EXERCISE BRIEF
Which of the lines in the data below contain the string "Clay"? Copy each of them.

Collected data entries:
Start of Block

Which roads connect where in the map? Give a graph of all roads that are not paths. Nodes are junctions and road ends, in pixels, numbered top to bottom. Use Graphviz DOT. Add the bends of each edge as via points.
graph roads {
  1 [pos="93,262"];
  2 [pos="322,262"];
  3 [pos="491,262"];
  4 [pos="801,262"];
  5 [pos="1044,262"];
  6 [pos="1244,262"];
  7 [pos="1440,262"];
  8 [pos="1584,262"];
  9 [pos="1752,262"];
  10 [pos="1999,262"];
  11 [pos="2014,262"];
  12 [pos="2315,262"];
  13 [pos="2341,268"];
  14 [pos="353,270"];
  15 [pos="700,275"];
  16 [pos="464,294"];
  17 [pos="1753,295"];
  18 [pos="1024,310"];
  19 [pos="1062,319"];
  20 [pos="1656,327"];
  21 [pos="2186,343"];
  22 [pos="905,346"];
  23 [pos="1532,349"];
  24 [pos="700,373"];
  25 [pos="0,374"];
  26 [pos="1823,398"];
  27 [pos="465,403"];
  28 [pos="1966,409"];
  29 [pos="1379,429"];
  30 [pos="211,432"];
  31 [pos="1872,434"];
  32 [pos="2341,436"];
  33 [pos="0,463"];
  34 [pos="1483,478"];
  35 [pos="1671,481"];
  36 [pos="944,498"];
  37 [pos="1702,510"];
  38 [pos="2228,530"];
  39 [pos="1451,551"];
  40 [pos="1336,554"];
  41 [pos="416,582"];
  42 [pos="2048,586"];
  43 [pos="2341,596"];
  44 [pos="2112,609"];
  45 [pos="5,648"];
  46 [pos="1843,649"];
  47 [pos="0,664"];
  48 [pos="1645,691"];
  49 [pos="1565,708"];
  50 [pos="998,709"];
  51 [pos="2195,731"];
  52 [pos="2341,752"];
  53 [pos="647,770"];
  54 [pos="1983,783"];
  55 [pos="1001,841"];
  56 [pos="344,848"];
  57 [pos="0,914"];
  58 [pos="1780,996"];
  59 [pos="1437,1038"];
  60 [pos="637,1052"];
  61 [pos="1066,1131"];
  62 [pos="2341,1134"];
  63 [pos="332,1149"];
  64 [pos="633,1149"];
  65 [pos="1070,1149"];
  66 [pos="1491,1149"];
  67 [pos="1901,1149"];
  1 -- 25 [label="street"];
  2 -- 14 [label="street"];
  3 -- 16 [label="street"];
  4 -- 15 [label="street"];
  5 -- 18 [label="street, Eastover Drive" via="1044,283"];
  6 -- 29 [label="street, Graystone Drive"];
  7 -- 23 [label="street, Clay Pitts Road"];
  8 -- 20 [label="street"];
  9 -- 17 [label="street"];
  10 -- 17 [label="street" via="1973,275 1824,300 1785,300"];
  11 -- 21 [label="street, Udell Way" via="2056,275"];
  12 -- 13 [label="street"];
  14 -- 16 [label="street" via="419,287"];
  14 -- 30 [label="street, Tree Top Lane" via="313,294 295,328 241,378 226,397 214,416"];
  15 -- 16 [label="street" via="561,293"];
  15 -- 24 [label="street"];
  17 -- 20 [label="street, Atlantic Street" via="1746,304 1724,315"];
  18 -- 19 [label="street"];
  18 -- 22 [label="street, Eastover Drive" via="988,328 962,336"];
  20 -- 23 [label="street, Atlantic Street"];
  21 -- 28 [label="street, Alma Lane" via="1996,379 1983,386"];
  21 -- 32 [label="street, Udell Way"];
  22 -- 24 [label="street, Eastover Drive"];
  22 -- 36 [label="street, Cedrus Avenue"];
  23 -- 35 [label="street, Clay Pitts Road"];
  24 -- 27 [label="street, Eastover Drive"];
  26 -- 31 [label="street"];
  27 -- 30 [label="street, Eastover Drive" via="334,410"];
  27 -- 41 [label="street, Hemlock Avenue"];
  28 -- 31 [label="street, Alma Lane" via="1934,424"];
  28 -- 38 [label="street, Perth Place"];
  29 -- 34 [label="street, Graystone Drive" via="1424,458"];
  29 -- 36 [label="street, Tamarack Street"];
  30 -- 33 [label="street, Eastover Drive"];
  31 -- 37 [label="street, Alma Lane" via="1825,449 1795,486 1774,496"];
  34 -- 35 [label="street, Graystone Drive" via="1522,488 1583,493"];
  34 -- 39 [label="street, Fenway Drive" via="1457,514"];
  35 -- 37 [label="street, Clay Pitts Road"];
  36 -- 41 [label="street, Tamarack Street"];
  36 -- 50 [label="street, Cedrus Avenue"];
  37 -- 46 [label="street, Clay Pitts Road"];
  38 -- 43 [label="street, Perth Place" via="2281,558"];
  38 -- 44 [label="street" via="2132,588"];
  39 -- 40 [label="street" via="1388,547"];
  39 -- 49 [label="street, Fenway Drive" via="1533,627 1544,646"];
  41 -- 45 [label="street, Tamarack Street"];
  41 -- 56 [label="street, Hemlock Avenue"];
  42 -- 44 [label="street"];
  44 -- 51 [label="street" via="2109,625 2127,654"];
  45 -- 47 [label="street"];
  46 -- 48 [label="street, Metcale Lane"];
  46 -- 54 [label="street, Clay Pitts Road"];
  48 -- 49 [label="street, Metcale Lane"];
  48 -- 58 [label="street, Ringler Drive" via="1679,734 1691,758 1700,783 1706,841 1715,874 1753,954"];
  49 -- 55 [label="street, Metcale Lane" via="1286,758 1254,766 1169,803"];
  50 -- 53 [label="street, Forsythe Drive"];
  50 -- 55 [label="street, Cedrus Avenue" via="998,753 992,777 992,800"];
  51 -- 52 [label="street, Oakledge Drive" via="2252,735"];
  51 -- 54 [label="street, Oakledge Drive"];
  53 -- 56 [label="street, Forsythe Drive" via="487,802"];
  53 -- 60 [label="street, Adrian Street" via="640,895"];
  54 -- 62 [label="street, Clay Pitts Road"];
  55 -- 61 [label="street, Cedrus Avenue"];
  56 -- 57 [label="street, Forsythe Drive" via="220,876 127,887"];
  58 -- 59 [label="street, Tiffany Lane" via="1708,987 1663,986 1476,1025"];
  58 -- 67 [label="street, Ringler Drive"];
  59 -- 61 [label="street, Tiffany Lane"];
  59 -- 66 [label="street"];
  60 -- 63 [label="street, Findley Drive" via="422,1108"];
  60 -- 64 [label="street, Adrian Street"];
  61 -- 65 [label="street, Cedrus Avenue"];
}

End of Block

TASK OUTPUT
  7 -- 23 [label="street, Clay Pitts Road"];
  23 -- 35 [label="street, Clay Pitts Road"];
  35 -- 37 [label="street, Clay Pitts Road"];
  37 -- 46 [label="street, Clay Pitts Road"];
  46 -- 54 [label="street, Clay Pitts Road"];
  54 -- 62 [label="street, Clay Pitts Road"];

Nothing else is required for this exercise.